(Stored items)
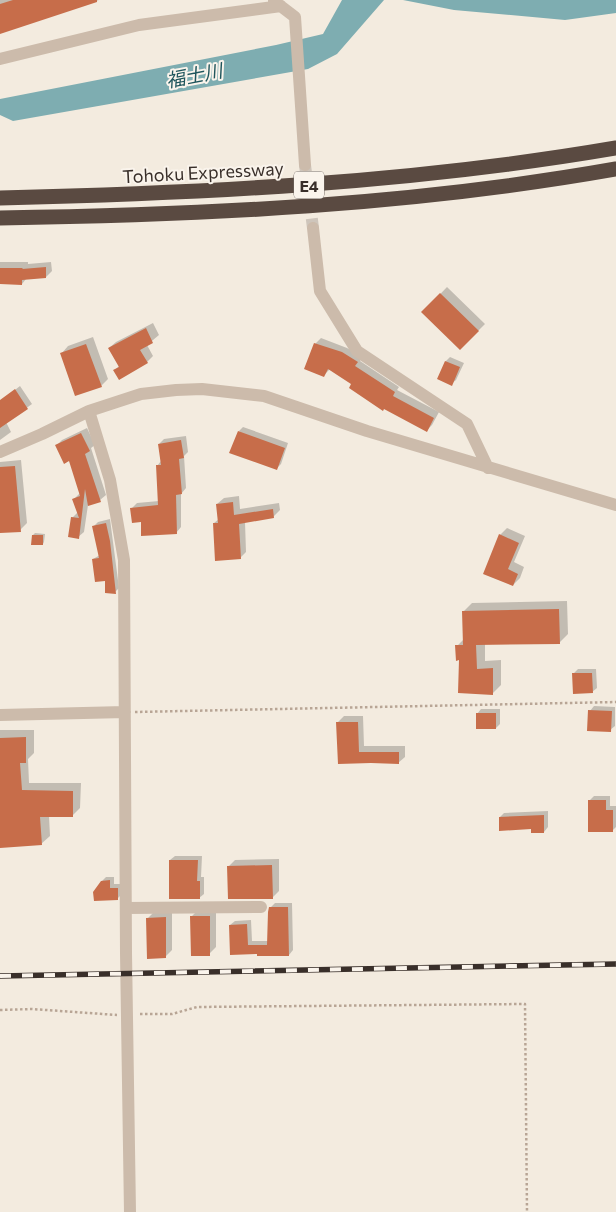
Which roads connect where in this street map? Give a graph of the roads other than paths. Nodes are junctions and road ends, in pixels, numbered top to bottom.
1 (277, 3) edge
2 (0, 59) edge
3 (616, 148) edge
4 (305, 165) tunnel mouth
5 (616, 169) edge
6 (0, 198) edge
7 (0, 218) edge
8 (312, 228) tunnel mouth
9 (89, 411) junction
10 (0, 452) edge
11 (488, 468) junction
12 (616, 505) edge
13 (125, 712) junction
14 (0, 716) edge
15 (260, 907) dead end
16 (126, 908) junction
17 (130, 1212) edge

1 - 2 street
1 - 4 street
3 - 6 highway, Tohoku Expressway / E4
5 - 7 highway, E4
8 - 11 street
9 - 10 street
9 - 11 street
9 - 13 street
11 - 12 street
13 - 14 street
13 - 16 street
15 - 16 street
16 - 17 street

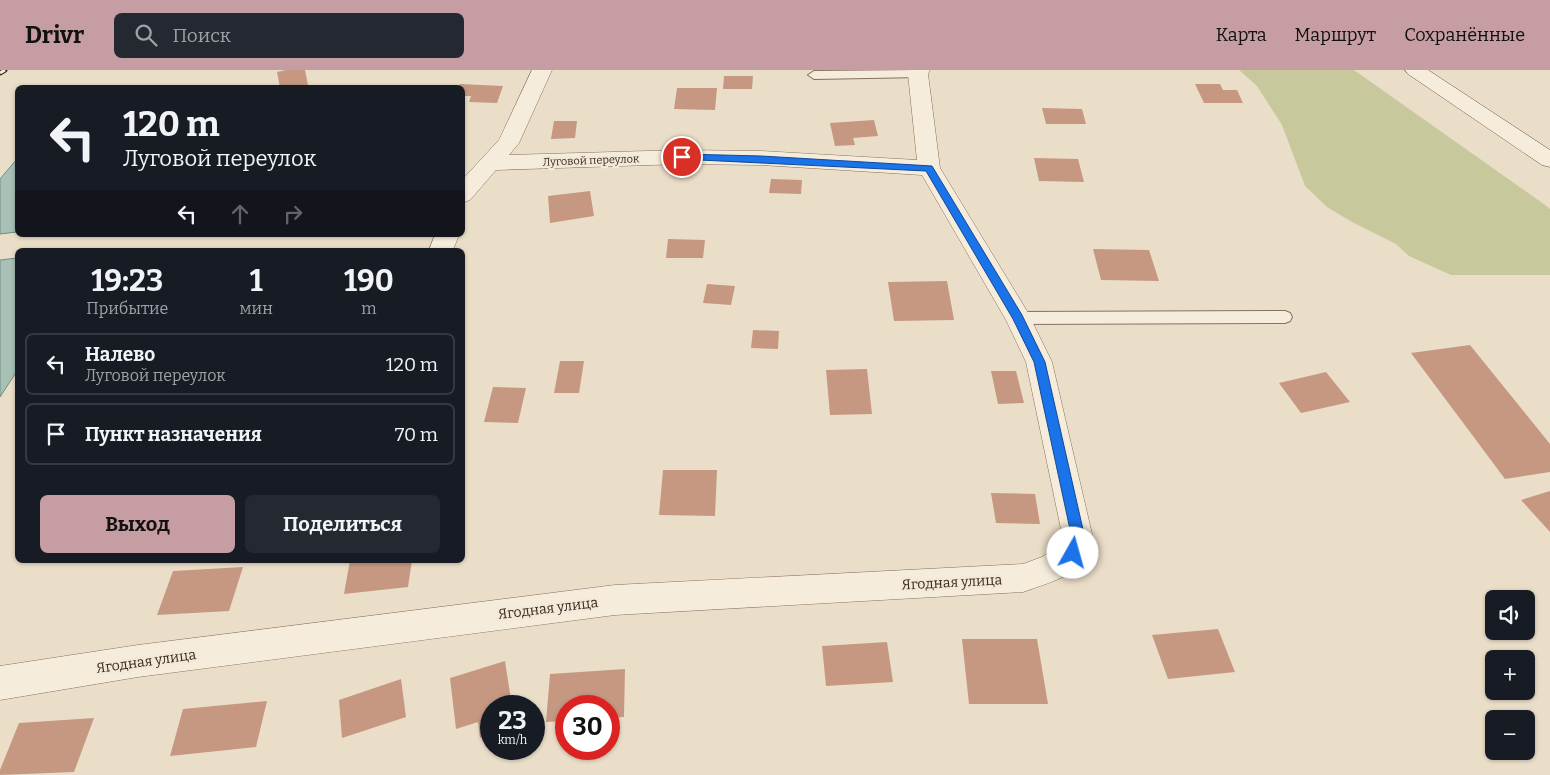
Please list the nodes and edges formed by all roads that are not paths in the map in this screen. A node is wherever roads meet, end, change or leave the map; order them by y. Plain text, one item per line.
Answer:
1 (542, 70) edge
2 (1415, 70) edge
3 (919, 72) edge
4 (814, 75) dead end
5 (1550, 160) edge
6 (492, 163) junction
7 (929, 168) junction
8 (465, 191) edge
9 (1285, 317) dead end
10 (1018, 318) junction
11 (0, 683) edge

1 - 6 street
2 - 5 street
3 - 4 lane
3 - 7 street
6 - 7 street, Луговой переулок
6 - 8 street
7 - 10 street
9 - 10 lane
10 - 11 street, Ягодная улица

=== Task item ===
Please quote exactly the lines from the one containing "Please list the" through the last line of the records above, both included, and nothing else.

=== Task solution ===
Please list the nodes and edges formed by all roads that are not paths in the map in this screen. A node is wherever roads meet, end, change or leave the map; order them by y. Plain text, one item per line.
Answer:
1 (542, 70) edge
2 (1415, 70) edge
3 (919, 72) edge
4 (814, 75) dead end
5 (1550, 160) edge
6 (492, 163) junction
7 (929, 168) junction
8 (465, 191) edge
9 (1285, 317) dead end
10 (1018, 318) junction
11 (0, 683) edge

1 - 6 street
2 - 5 street
3 - 4 lane
3 - 7 street
6 - 7 street, Луговой переулок
6 - 8 street
7 - 10 street
9 - 10 lane
10 - 11 street, Ягодная улица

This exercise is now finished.